***** Supplied material

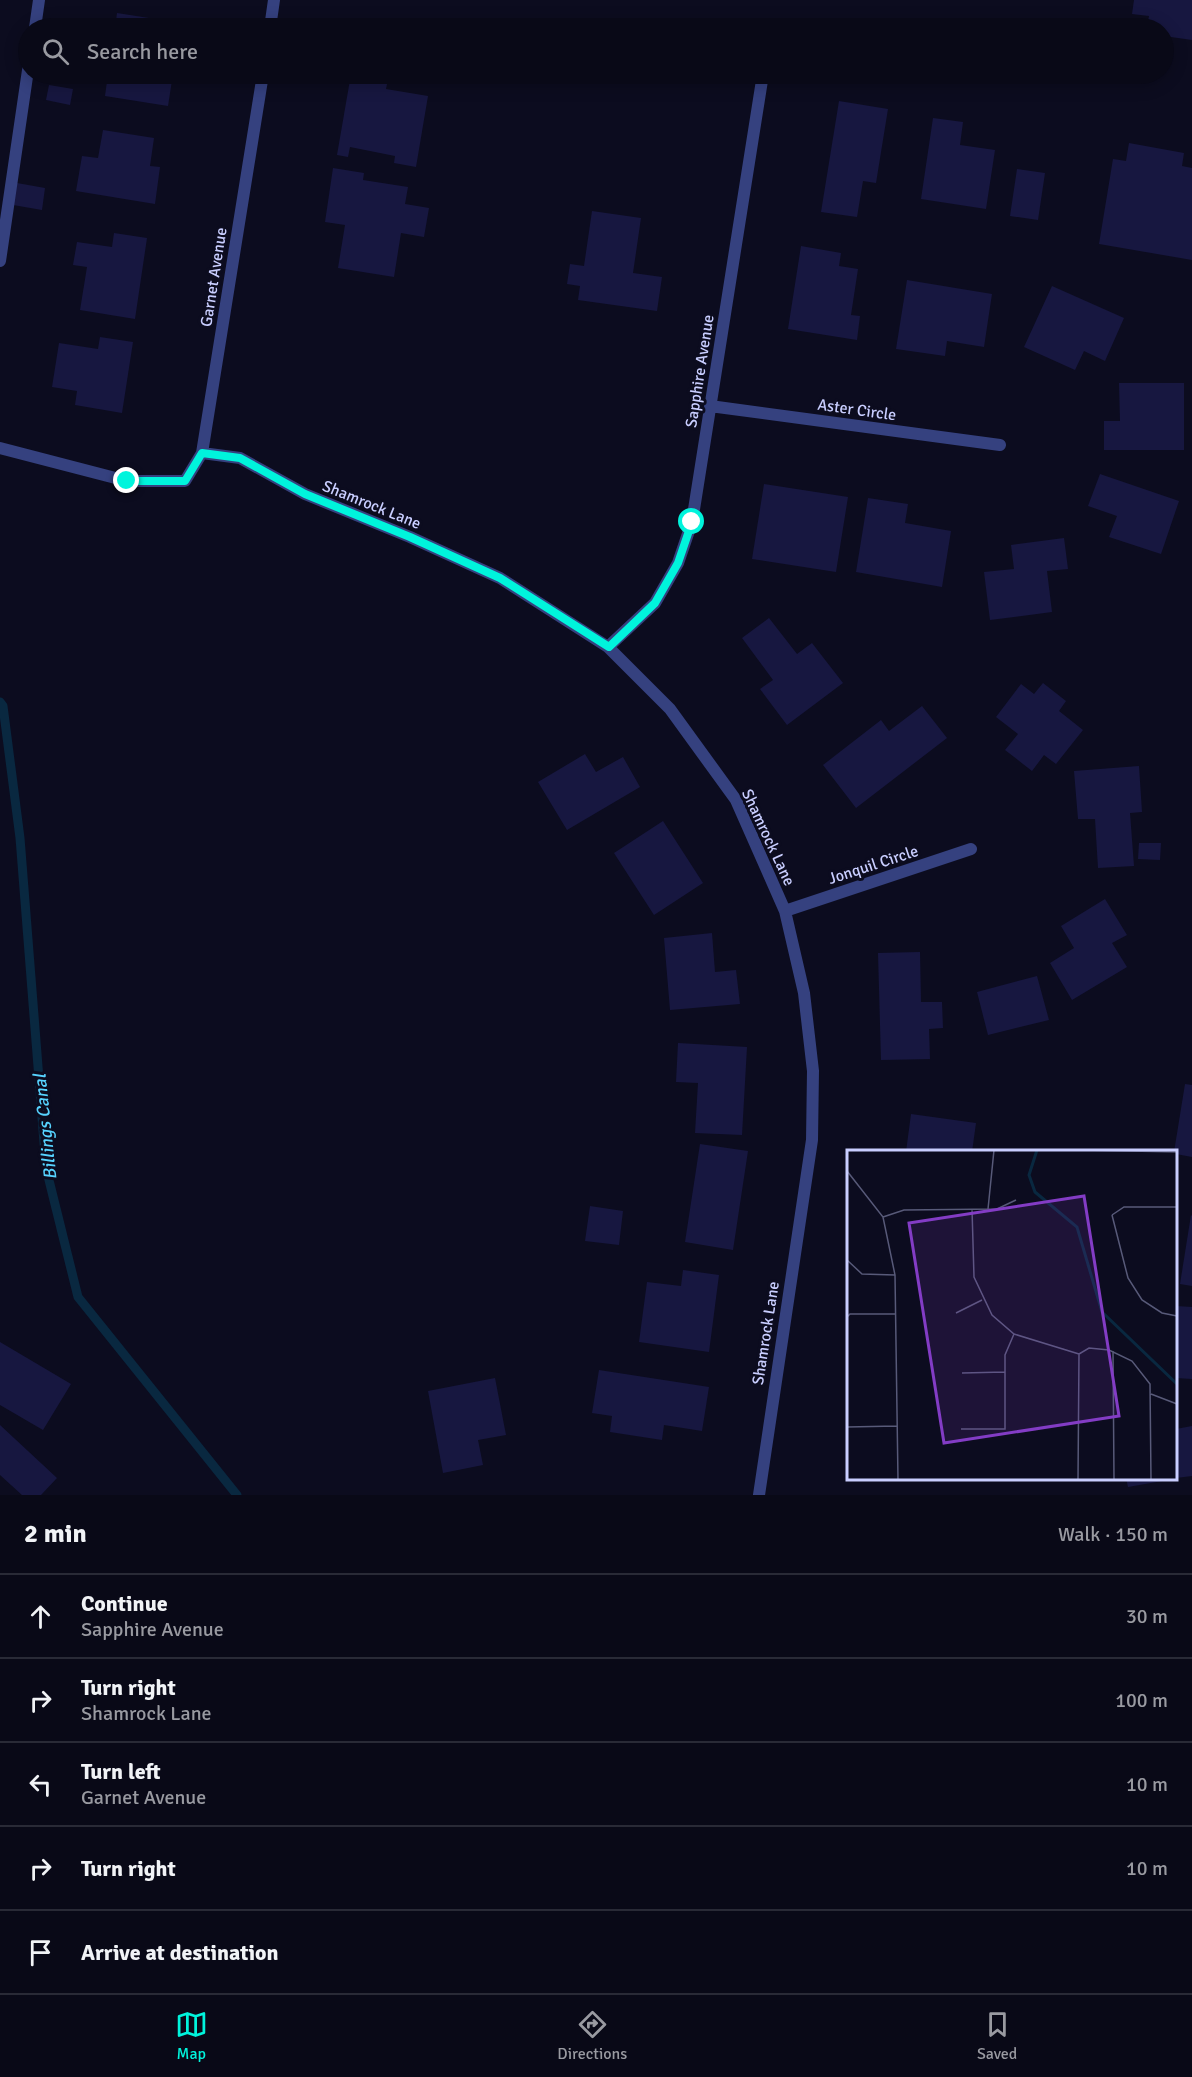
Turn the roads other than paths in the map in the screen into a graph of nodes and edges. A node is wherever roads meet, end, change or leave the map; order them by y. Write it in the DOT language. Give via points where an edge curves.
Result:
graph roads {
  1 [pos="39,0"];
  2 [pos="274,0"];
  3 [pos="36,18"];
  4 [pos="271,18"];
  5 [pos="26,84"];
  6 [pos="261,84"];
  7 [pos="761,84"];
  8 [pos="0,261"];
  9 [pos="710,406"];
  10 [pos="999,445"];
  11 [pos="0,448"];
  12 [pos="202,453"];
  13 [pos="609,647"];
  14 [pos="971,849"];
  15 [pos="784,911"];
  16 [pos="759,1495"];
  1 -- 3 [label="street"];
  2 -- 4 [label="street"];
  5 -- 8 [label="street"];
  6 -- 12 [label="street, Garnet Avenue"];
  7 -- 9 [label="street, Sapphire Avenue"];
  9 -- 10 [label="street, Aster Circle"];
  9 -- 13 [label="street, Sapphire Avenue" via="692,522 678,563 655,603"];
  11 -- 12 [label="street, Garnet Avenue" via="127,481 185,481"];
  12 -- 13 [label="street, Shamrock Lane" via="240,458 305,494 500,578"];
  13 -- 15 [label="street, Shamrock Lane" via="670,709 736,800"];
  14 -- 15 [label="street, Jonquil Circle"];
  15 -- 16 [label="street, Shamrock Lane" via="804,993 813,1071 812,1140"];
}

**********
***** Supplied material

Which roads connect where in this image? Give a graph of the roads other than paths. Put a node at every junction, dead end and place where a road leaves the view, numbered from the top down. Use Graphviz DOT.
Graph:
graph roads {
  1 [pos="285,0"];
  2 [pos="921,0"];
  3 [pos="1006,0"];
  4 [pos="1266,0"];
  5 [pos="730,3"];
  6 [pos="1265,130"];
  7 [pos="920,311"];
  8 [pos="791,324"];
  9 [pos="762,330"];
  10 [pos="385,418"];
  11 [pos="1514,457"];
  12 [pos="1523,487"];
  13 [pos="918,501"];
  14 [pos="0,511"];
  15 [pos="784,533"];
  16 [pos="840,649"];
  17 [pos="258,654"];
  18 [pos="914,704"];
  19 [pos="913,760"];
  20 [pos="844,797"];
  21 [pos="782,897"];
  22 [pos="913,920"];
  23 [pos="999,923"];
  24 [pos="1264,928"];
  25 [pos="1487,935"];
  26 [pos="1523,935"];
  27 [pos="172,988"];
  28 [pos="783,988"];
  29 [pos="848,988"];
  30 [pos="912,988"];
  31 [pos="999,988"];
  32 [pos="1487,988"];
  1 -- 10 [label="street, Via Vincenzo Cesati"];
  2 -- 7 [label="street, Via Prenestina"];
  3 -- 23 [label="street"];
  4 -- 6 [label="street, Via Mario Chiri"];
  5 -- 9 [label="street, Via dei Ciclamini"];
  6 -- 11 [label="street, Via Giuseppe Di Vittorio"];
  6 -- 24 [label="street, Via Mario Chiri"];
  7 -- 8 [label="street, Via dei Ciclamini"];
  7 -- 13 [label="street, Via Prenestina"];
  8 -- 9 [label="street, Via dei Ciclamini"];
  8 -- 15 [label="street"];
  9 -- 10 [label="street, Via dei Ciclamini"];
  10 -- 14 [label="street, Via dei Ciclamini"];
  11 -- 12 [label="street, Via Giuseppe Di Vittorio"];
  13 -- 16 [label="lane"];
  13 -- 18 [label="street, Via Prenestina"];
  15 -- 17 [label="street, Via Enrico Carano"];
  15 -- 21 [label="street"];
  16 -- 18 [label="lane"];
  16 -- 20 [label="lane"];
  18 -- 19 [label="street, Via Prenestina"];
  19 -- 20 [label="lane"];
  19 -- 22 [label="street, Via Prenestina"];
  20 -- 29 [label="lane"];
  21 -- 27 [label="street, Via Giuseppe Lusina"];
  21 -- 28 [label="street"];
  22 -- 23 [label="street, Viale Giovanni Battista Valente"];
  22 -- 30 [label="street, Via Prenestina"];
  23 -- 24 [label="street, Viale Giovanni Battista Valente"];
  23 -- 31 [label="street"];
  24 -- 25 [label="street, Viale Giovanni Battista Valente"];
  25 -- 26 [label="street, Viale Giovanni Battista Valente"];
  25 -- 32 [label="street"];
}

**********
***** Supplied material

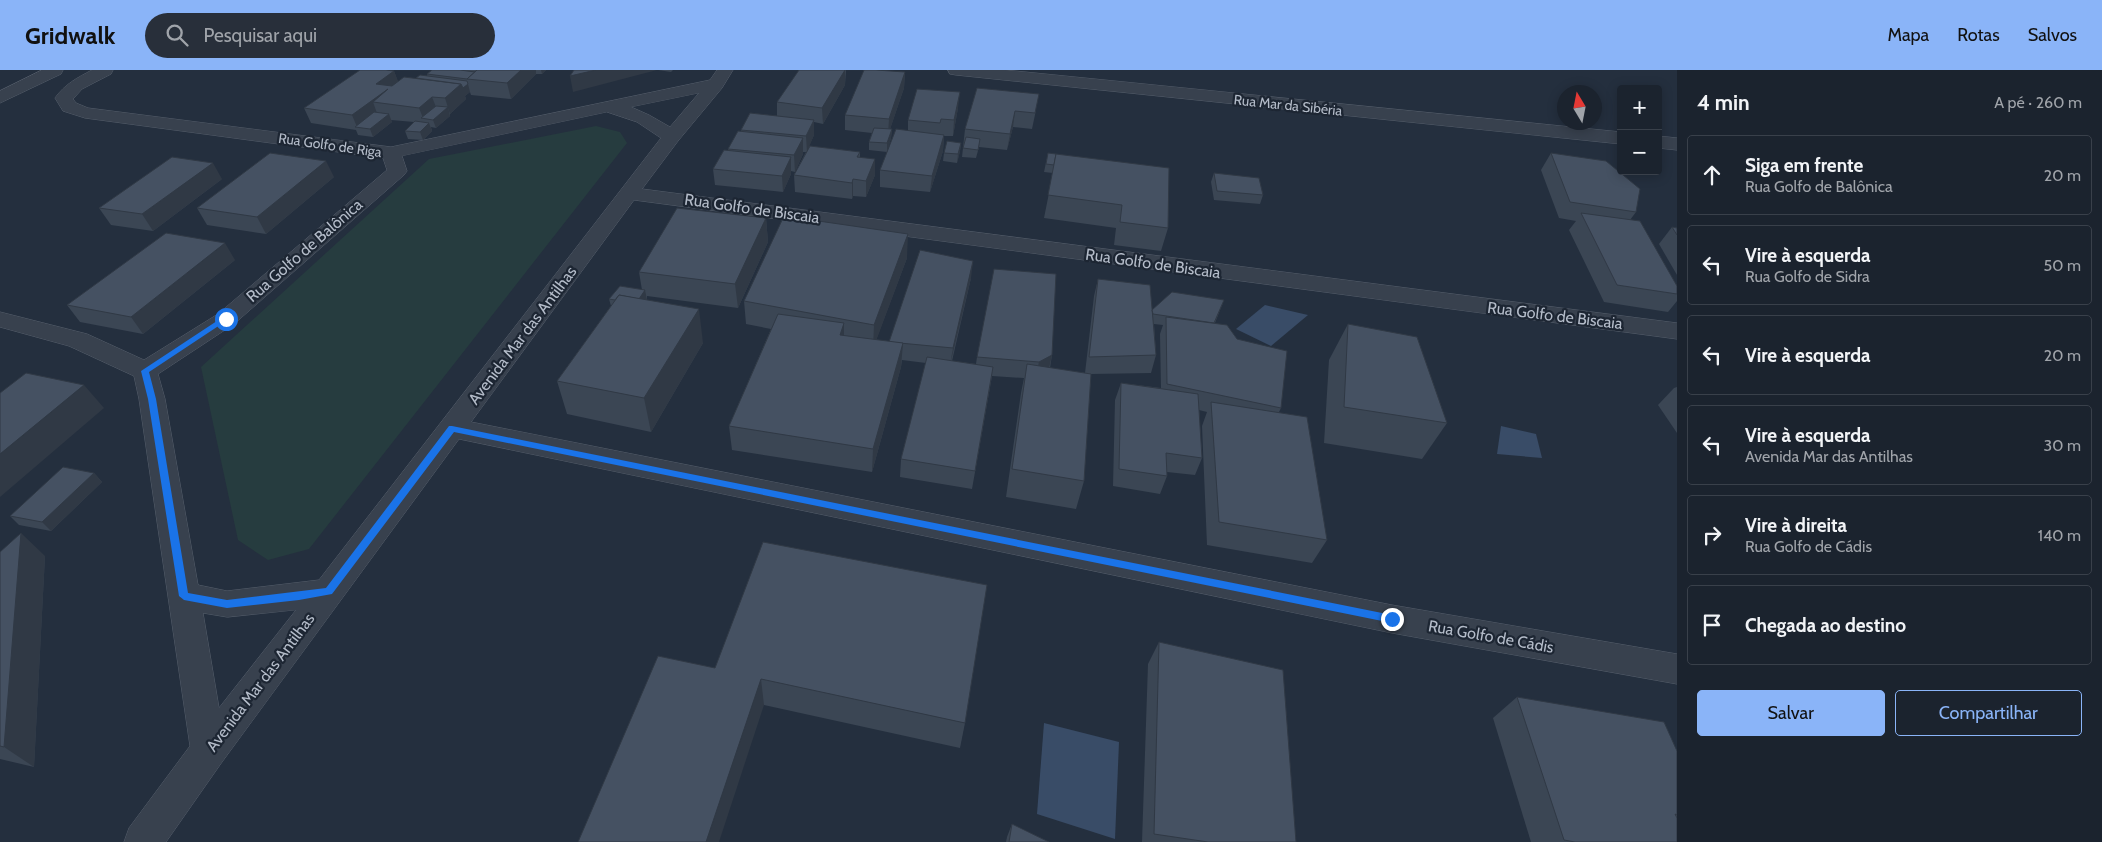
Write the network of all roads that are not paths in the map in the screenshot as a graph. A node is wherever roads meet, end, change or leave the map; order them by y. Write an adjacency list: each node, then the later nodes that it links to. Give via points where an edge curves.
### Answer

**********

## What to produce
Report back each line of the entries that holds the string "curves".

## Output of the task
Turn the roads other than paths in the map in the screen into a graph of nodes and edges. A node is wherever roads meet, end, change or leave the map; order them by y. Write it in the DOT language. Give via points where an edge curves.
Write the network of all roads that are not paths in the map in the screenshot as a graph. A node is wherever roads meet, end, change or leave the map; order them by y. Write an adjacency list: each node, then the later nodes that it links to. Give via points where an edge curves.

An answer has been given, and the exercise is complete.